Que reste-t-il aujourd’hui de Marathon Man, ce film qui, à l’instar de quelques thrillers américains de son époque — les troubles années 1970 — jouant sur les craintes citoyennes vis-à-vis du pouvoir et de l’histoire, a acquis un statut « culte » ? Certains le comptent parmi les « thrillers paranoïaques » inaugurée, peu de temps avant lui, par la « trilogie » de Pakula — Klute, À cause d’un assassinat, Les Hommes du président — et Les Trois Jours du Condor de Pollack. C’est aller un peu vite en besogne.
Steadicam et deux voix
Les films susnommés ont su, par leur facture, leur travail sur l’image, le découpage et l’arrière-plan, s’imprégner de la méfiance et des craintes du public américain vis-à-vis de ses institutions et de son héritage. Dans Marathon Man, une telle fusion s’avère plus laborieuse. L’amoncellement préalable de matière à traiter, signe d’une ambition un peu disproportionnée, n’est sans doute pas étrangère à la difficulté de la digestion. Il faut dire que les mésaventures de Babe Levy, étudiant en histoire, juif, obsédé à la fois par le marathon et par le suicide de son père victime du maccarthysme, bientôt aux prises avec la clique d’un ancien nazi sur le retour (voilà qui fait beaucoup pour un seul homme), ressemblent à la juxtaposition de deux travaux d’artisans compétents ayant œuvré chacun dans leur coin sous la supervision de l’ambitieux producteur Robert Evans. D’un côté, le personnage est caractérisé par un bagage historique touffu, œuvre du scénariste chevronné William Goldman, brassant et imbriquant maccarthysme, judéité et poids de l’Holocauste, compromission de l’État fédéral avec d’anciens nazis (à travers le personnage de Doc, le propre frère de Babe, joué par Roy Scheider) et même les Jeux Olympiques de 1964. De l’autre, la mise en scène de son cheminement, volontaire ou forcé, s’intéresse principalement à la mise à l’épreuve de sa personne, physique et intime : plans en steadicam le suivant dans ses courses à pied d’entraînement ou de fuite, traque jusque dans une salle de bain sombre et exiguë dont on doit forcer sournoisement la porte au tournevis (le forçage évoquant dès lors un viol), sans oublier la fameuse scène de torture dentaire en gros plan (et la mise en évidence du stigmate qui en résulte). Réalisateur sans génie, mais de toute évidence assez concerné par le rapport de ses personnages à leur intimité pour en nourrir ses films (Macadam Cowboy, Le Jeu du faucon…), il est arrivé à John Schlesinger d’endosser des sujets en rapport avec des faits historiques ou des mœurs en évolution, mais cette matière-là n’a jamais autant motivé sa mise en scène que la perspective de petits drames individuels. Marathon Man ne déroge pas à cette tendance.

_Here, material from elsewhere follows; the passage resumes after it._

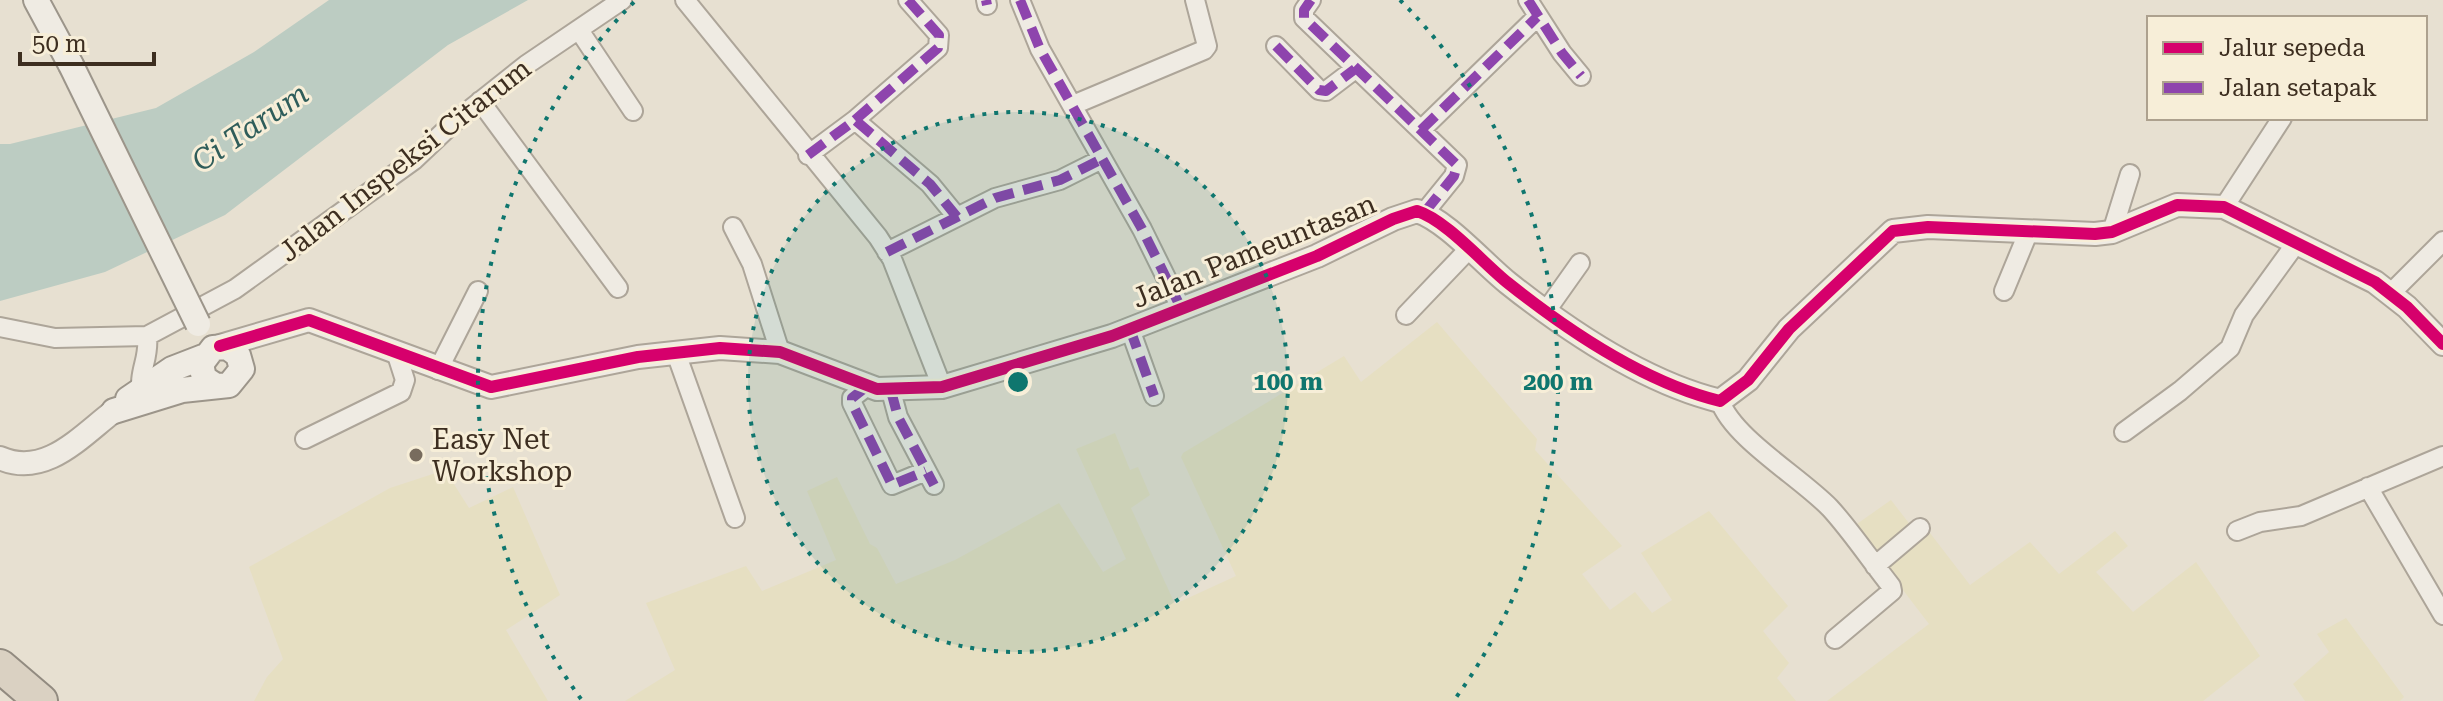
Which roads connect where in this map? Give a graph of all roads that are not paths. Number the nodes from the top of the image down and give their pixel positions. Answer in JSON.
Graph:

Il ne cause plus, il court
À l’exception de la scène saisissante où le nazi en cavale (Laurence Olivier, remarquable de tranquillité dangereuse) est reconnu à une, puis deux reprises en plein New York par des survivants des camps de concentration, l’intention d’ouverture du scénario sur le monde et le passé d’une part, et d’autre part celle de resserrement de la mise en scène sur l’intimité menacée, ne prennent jamais vraiment corps ensemble. Le background de Babe, ce qui le définit sur le papier — le suicide de son père, son acharnement subséquent à étudier l’histoire en dehors de tout attrait personnel, l’inspiration des champions de marathon — est maintenu strictement en arrière-plan du film, à travers flash-backs, images d’archives et conversations modérément explicatives. Et même la dernière partie résume l’ancien bourreau nazi à un simple voleur de diamants ne rechignant pas à la torture, sans autre idéologie que sa propre cupidité qui d’ailleurs le tuera (d’une manière assez stupide). Sans doute la grande place de l’histoire dans le scénario joue-t-elle beaucoup, paradoxalement, dans le fait qu’elle encombre plus qu’elle ne nourrit le récit — à l’image, finalement, de la façon dont elle encombre la vie du personnage principal qui finira par lutter pour se débarrasser de ce poids. Car à la différence des « thrillers paranoïaques » de l’époque imprégnés, jusque dans la mécanique de divertissement, des inquiétudes contemporaines envers les institutions au point de tâcher d’innover dans leur facture, Marathon Man reste très classiquement hollywoodien dans sa façon de traiter l’histoire et la façon dont elle pèse sur le présent : comme une simple toile de fond propre à préparer la place au spectaculaire en vigueur, mais jamais à être traitée réellement par lui. Il est avant tout un film à suspense efficace, aussi haletant que le corps en sueur du coureur aux abois dont Schlesinger traque la souffrance et fait du spectateur le voyeur de celle-ci — juste un peu encombré par son bagage didactique dont il ne sait pas vraiment que faire et qu’il laisse à l’état de prêchi-prêcha appelé à céder la place au spectacle. Quand son héros travaille au pas de course, constamment en fuite, à tourner la page de son passé et des obsessions qu’il s’est fabriquées, on jurerait qu’il porte sur ses épaules la métaphore d’une certaine industrie de divertissement prenant garde, comme le dit un vieil adage de là-bas, à « ne pas laisser les faits se mettre en travers d’une bonne histoire ».